[Saved data entries]
Segment Open

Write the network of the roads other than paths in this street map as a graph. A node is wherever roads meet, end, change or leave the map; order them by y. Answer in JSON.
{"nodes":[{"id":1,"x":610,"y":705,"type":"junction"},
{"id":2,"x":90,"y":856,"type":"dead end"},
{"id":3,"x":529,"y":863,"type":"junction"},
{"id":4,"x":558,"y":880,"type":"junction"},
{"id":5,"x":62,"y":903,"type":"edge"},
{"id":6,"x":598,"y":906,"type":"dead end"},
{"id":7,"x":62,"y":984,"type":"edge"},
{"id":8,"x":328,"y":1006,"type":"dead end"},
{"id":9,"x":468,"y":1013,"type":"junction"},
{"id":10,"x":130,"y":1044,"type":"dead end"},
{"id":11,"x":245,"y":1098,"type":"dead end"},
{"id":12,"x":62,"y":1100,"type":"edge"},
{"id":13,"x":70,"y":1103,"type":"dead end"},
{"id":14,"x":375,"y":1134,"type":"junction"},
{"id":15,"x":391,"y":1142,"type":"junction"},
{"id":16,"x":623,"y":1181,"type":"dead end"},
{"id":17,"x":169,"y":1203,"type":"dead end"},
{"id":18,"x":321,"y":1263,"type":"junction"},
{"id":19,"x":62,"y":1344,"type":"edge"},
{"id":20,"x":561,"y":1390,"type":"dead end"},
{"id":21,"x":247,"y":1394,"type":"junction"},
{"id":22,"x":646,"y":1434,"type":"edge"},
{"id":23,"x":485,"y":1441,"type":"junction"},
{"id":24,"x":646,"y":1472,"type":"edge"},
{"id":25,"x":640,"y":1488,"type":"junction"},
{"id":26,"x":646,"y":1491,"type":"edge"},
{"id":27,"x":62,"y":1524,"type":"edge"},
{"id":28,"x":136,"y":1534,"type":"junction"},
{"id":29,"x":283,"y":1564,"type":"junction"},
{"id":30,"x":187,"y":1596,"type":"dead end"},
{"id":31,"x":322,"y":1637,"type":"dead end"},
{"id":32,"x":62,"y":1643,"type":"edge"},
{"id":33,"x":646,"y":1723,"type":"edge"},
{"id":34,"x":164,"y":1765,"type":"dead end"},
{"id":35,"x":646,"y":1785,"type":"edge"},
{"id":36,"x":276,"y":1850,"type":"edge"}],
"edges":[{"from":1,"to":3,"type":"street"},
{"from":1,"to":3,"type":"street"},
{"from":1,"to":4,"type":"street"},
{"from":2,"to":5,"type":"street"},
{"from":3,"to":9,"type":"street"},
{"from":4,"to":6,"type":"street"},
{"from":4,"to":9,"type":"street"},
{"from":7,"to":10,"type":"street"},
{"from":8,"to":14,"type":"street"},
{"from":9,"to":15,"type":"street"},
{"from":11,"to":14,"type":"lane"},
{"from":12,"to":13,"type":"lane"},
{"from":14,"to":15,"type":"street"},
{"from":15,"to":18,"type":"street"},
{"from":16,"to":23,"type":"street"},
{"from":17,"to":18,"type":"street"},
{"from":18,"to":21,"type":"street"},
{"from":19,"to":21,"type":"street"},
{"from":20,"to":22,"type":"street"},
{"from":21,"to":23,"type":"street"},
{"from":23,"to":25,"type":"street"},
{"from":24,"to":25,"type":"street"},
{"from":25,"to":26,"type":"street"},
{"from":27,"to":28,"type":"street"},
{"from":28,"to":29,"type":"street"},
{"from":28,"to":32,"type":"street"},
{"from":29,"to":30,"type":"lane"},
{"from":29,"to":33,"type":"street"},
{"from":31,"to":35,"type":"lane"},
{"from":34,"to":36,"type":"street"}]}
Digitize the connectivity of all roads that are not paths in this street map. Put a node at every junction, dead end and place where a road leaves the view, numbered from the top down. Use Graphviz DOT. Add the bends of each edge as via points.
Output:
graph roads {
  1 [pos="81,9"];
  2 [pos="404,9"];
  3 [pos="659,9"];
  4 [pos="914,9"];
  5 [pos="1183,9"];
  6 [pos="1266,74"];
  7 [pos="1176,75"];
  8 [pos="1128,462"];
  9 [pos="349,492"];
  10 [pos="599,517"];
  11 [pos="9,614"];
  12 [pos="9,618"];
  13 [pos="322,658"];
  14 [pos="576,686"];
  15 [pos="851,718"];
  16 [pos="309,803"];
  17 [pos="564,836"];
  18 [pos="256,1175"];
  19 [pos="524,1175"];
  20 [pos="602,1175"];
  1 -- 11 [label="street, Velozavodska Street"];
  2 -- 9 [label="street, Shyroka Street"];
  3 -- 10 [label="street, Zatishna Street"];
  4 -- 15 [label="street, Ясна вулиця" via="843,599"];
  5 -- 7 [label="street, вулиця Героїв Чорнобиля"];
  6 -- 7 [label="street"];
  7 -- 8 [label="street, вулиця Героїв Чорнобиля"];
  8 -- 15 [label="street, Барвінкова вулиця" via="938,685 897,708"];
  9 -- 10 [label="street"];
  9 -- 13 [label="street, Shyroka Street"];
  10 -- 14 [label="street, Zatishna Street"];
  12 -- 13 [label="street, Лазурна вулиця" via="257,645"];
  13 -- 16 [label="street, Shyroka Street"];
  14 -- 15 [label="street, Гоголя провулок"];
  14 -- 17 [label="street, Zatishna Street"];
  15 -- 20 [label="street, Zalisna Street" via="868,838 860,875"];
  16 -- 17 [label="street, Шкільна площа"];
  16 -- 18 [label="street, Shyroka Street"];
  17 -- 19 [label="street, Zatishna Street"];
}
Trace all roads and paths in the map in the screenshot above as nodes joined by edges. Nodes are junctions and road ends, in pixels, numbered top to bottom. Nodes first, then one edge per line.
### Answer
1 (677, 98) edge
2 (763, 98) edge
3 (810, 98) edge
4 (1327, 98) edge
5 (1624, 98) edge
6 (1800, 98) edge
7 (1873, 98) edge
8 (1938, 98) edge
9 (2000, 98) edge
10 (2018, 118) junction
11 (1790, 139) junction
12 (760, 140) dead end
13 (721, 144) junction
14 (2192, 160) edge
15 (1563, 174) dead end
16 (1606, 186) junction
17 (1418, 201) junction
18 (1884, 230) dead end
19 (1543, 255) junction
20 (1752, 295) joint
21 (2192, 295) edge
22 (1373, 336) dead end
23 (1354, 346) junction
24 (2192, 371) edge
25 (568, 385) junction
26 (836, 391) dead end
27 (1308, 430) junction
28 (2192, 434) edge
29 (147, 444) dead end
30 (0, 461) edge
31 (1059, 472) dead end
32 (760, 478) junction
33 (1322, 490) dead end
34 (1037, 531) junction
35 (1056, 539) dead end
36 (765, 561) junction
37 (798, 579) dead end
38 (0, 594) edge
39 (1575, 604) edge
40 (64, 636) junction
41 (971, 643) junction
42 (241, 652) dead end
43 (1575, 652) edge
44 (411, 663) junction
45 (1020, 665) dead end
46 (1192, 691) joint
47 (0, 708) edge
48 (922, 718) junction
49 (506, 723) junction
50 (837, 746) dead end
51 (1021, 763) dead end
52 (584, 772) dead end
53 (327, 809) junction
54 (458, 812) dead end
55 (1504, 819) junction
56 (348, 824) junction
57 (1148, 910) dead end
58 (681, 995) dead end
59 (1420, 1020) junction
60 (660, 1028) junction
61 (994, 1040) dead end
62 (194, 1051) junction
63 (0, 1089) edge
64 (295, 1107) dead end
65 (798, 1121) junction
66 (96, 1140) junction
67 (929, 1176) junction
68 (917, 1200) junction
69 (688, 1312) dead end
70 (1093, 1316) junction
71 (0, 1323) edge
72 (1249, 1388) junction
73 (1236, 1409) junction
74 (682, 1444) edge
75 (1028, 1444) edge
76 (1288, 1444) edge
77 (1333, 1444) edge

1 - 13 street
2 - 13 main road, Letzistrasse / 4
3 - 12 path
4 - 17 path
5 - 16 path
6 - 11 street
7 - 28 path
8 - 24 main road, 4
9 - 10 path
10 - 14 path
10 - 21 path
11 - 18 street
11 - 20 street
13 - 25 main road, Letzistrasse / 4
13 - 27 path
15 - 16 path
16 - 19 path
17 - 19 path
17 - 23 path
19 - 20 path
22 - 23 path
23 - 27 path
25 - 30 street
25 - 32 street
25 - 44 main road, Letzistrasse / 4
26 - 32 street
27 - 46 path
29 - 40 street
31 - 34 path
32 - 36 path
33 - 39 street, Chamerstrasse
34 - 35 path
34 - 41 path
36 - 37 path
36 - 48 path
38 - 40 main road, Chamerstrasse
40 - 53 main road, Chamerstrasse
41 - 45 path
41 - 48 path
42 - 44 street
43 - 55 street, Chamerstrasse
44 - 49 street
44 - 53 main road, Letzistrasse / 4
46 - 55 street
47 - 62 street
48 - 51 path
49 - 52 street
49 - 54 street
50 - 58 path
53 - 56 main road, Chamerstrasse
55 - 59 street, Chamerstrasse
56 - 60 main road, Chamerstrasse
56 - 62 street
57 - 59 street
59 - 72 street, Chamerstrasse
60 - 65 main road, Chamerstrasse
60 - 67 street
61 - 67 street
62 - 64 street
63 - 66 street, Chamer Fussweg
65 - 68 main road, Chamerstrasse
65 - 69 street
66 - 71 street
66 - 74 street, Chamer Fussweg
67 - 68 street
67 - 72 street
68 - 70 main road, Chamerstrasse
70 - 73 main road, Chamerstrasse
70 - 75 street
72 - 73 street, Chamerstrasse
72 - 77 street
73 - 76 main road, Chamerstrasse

Segment Closed

In the entries above, how many lines hold the word "Zatishna"? Answer with the number only.

4